The Unusual Absences of Mr. Ebinson Pt 4

Present day: New York

An unearthly wine resounded from the immense instrument. A turquoise burst of flame lit deep inside the lens. In this moment of apprehension, Ebinson instantly regretted having ever continued Mission Blink. Had he doled out a death sentence to all of his co-workers by enrolling them in this experiment? If something terrible happened to anyone, he would feel responsible. But who or what had caused the lens to fire prematurely? Something about the light coming from the lens shook his steady mind. All other lights in the chamber had turned off. He glanced down at the controller in his hand and pressed the emergency stop button. In his meticulous planning, he had modified the reactor with a remote control directly linked to the primary circuit just in case something went wrong. But now the reaction seemed to be fueled from another source. Ebinson pressed the button thinking it would stop the reaction, but nothing seemed to happen. But, his quick reaction, he would find, had in one way hindered the full effects of the events to come.

Holding their breath, everyone watched as the phenomenon grew. The light kept swallowing the pitch-black shadows hiding in the corners. Other gadgets and equipment seemed dwarfed in the wake of the turquoise beams. The whine changed to a moan and the moan to a roar. 

Just as it looked like it couldn’t become any brighter or louder, another light spewed from the depths of the lens. It was of no hue or shape. This new light closed around the other and choked out its radiant beams. Realization struck Ebinson, along with two quaking, destructive blasts of nothingness. This must be the light that was written about on the side of the machine, this was the dark energy. The light that devours all things was upon them!

1974: New York

Alcav was not a man to argue with. When he said he would do something, he did it. So, when he proposed to destroy the future, no one stood in his path. Alcav watched the large screens that lined the walls of the underground lab. They had detected a link to a future event that would serve his purpose. Someone was attempting a transport through the space time continuum. This was good, very good.

“Sir, the future coordinates locate the event right here in our lab!”, an assistant exclaimed.

Alcav thought of this for a moment. Yes, this was not out of the question, actually a probable location for a future attempt. “Is the signal strong?”, he asked.

“Yes.”

Adjusting a few knobs and scanning the readout, Alcav found the match he expected. His own clock was nearby on the other end! This explained how people in the future were experimenting way down in his lab.

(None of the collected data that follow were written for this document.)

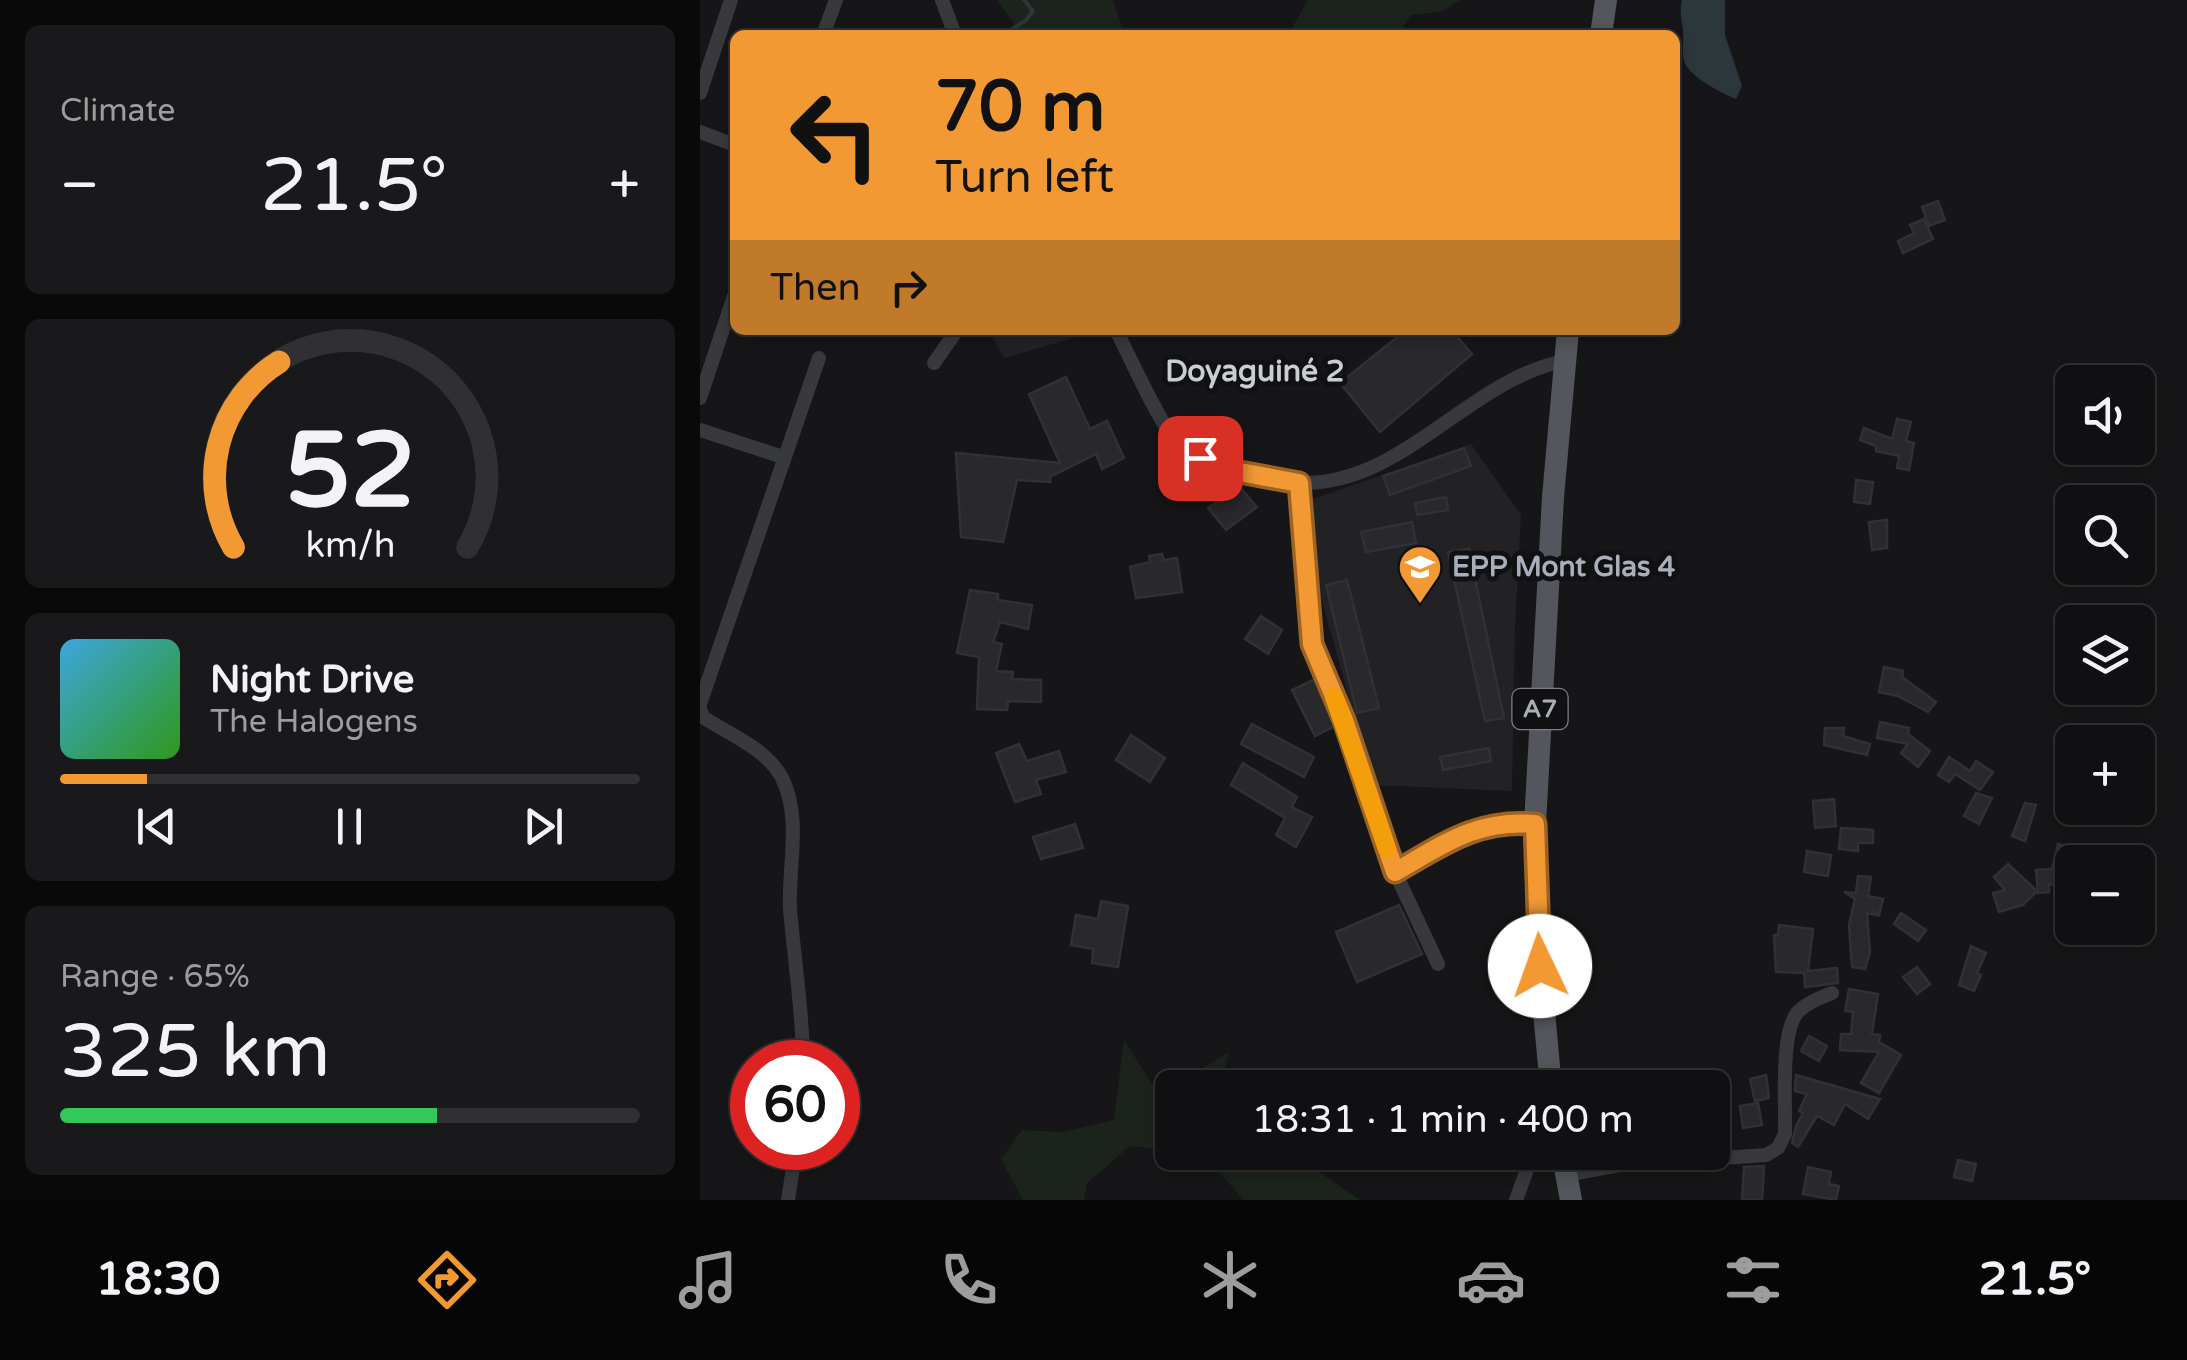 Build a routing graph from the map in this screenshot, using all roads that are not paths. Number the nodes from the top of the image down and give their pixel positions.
1 (731, 0) edge
2 (836, 0) edge
3 (942, 0) edge
4 (1606, 0) edge
5 (1619, 0) edge
6 (825, 30) edge
7 (952, 30) edge
8 (1602, 30) edge
9 (1615, 30) edge
10 (700, 93) edge
11 (700, 132) edge
12 (730, 142) edge
13 (730, 308) edge
14 (953, 335) edge
15 (1119, 335) edge
16 (1567, 335) edge
17 (819, 358) dead end
18 (1564, 361) junction
19 (934, 362) dead end
20 (700, 398) edge
21 (700, 430) edge
22 (783, 457) junction
23 (1299, 483) junction
24 (700, 707) edge
25 (1535, 824) junction
26 (1395, 872) junction
27 (1438, 964) dead end
28 (1832, 993) dead end
29 (804, 1040) edge
30 (1549, 1070) edge
31 (1730, 1158) edge
32 (793, 1170) edge
33 (1526, 1170) edge
34 (1565, 1170) edge
35 (788, 1200) edge
36 (1516, 1200) edge
37 (1570, 1200) edge

1 - 10 street
2 - 6 street
3 - 7 street
4 - 8 main road
5 - 9 main road
11 - 12 street
13 - 20 street
14 - 19 street
15 - 23 street
16 - 18 main road, A7
17 - 22 street
18 - 23 street
18 - 25 main road, A7
21 - 22 street
22 - 24 street
23 - 26 street
24 - 29 street
25 - 26 street
25 - 30 main road, A7
26 - 27 street
28 - 31 street
32 - 35 street
33 - 36 street
34 - 37 main road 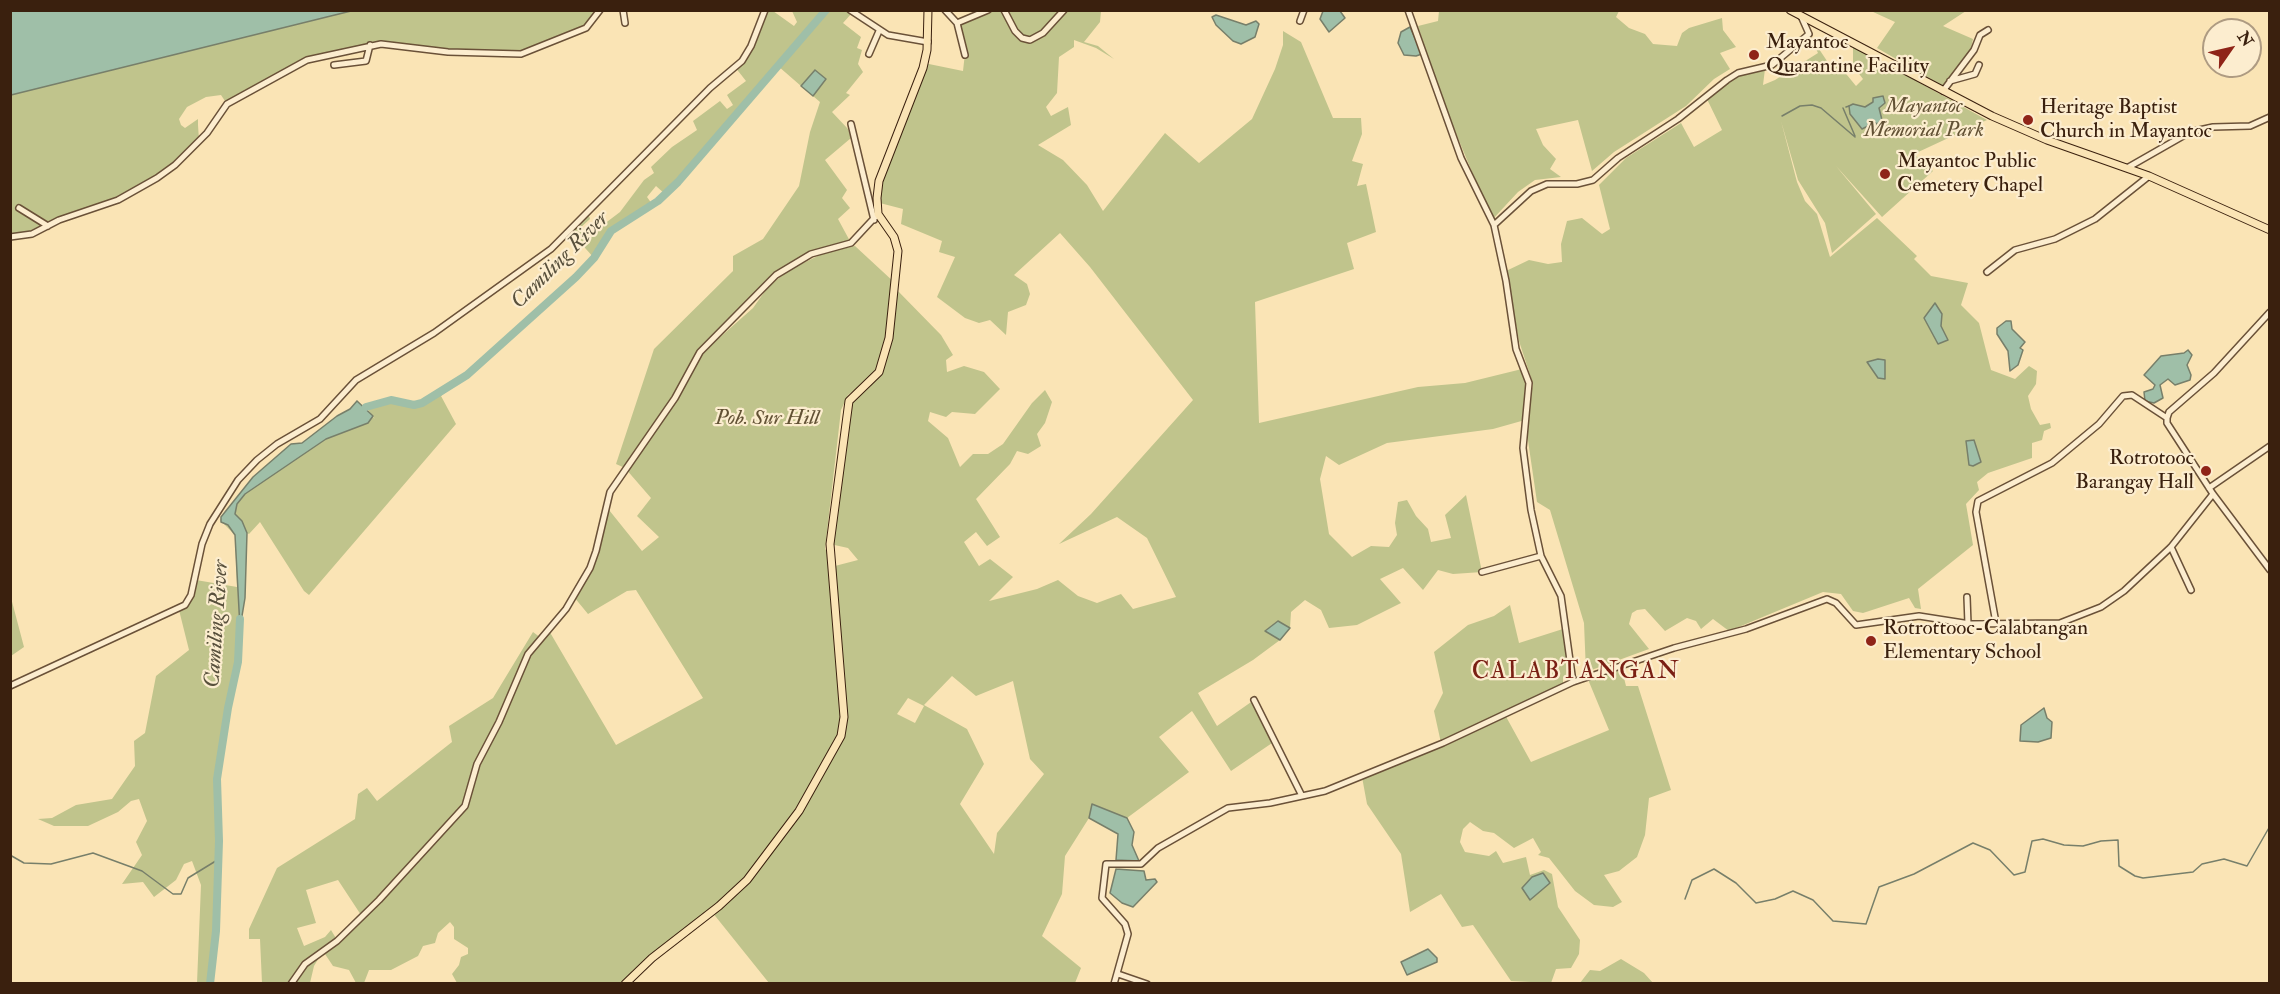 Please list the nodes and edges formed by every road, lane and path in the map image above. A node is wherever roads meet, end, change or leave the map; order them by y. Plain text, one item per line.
1 (600, 10) edge
2 (623, 10) edge
3 (765, 10) edge
4 (930, 10) edge
5 (945, 10) edge
6 (988, 10) edge
7 (1004, 10) edge
8 (1064, 10) edge
9 (1304, 10) edge
10 (1408, 10) edge
11 (1790, 10) edge
12 (852, 11) edge
13 (1804, 14) edge
14 (1300, 21) dead end
15 (625, 23) dead end
16 (957, 23) junction
17 (1988, 30) dead end
18 (879, 31) junction
19 (927, 42) junction
20 (370, 45) junction
21 (869, 54) dead end
22 (965, 55) dead end
23 (333, 65) dead end
24 (1979, 65) dead end
25 (1950, 81) junction
26 (1943, 91) junction
27 (2270, 117) edge
28 (851, 124) dead end
29 (2127, 169) junction
30 (2149, 176) junction
31 (19, 208) dead end
32 (876, 217) junction
33 (1494, 225) junction
34 (48, 226) junction
35 (2270, 230) edge
36 (10, 237) edge
37 (1987, 272) dead end
38 (2270, 312) edge
39 (2167, 418) junction
40 (2270, 446) edge
41 (2209, 488) junction
42 (2213, 494) junction
43 (2172, 547) junction
44 (1541, 556) junction
45 (2270, 570) edge
46 (1482, 572) dead end
47 (2192, 590) dead end
48 (1967, 597) dead end
49 (1996, 623) junction
50 (1968, 624) junction
51 (1573, 682) junction
52 (10, 686) edge
53 (1254, 700) dead end
54 (1302, 796) junction
55 (1118, 974) junction
56 (291, 984) edge
57 (625, 984) edge
58 (1114, 984) edge
59 (1148, 984) edge

1 - 20 street
2 - 15 street
3 - 52 street
4 - 19 main road
5 - 16 street
6 - 16 street
7 - 8 street
9 - 14 street
10 - 33 street
11 - 13 main road
12 - 18 street
13 - 26 main road
13 - 33 street
16 - 22 street
17 - 25 street
18 - 19 street
18 - 21 street
19 - 32 main road
20 - 23 street
20 - 34 street
24 - 25 street
25 - 26 street
26 - 29 main road
27 - 29 street
28 - 32 street
29 - 30 main road
30 - 35 main road
30 - 37 street
31 - 34 street
32 - 56 street
32 - 57 main road
33 - 44 street
34 - 36 street
38 - 39 street
39 - 41 street
39 - 49 street
40 - 41 street
41 - 42 street
42 - 43 street
42 - 45 street
43 - 47 street
43 - 49 street
44 - 46 street
44 - 51 street
48 - 50 street
49 - 50 street
50 - 51 street
51 - 54 street
53 - 54 street
54 - 55 street
55 - 58 street
55 - 59 street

“Send the transmission!” Alcav replied. “Soon all the energy from the collapse of that future will be at our disposal!” There was a reason for Alcav to destroy the future. He needed energy. The problem was that with the technology of 1974 he could not capture the  vast amount of energy needed to fully unlock the space time continuum without collapsing his own reality. Now, he could only teleport shot distances with his modified clock, but after harnessing the energy of the future, he could do almost anything. Once he sent the signal, the future experiment would be hijacked, destroying that reality but tapping the energy in an unlimited flow of potential for his own machine. 

A screen showed the link had been completed. Energy was beginning to register. The disintegration of the future was beginning. But then something was wrong. A warning light showed something had intervened in the experiment! “Maybe they’ve done something to stop the explosion from completing itself”, Alcav thought. An explosion erupted in the center of the lab, a black light flew in all directions. Shouts of surprise and exclamation filled the lab. At that moment, several things fit together in Alcav’s mind. The attempt to power his experiment had failed. His ambition to be the inventor of teleportation was at risk. His personal safety was only a secondary concern. The explosion was growing and consuming his most essential machines. This would set him back years. Then the last thing fit into place – his clock. 

Activating his future clock would reverse today’s failure, putting him back at the beginning of this Tuesday, a Tuesday in which the explosion would have never happened, rather than next Wednesday as was his normal return. If he teleported to next Wednesday he could never save his experiment. That left only one option. He needed to get to the future. If he was consumed by the black light seeping into the room he would get transferred to a future that was being destroyed. If, in that future, he could find his clock, he could use it to teleport back to his Tuesday, a Tuesday where the future was destroyed but the explosion didn’t happen. Once he restarted this Tuesday, he would do his experiment again, on a different future. Because there were infinite futures he could redo this as many times as he liked (assuming of course they could find a way to prevent a repeat of the transfer explosion from the other futures). It was all very confusing, but if you took the time to study the continuum, as he had, it made perfect sense. The explosion was now shrinking, and Alcav didn’t have much time. With a leap, he jumped into the heart of the black light and disappeared.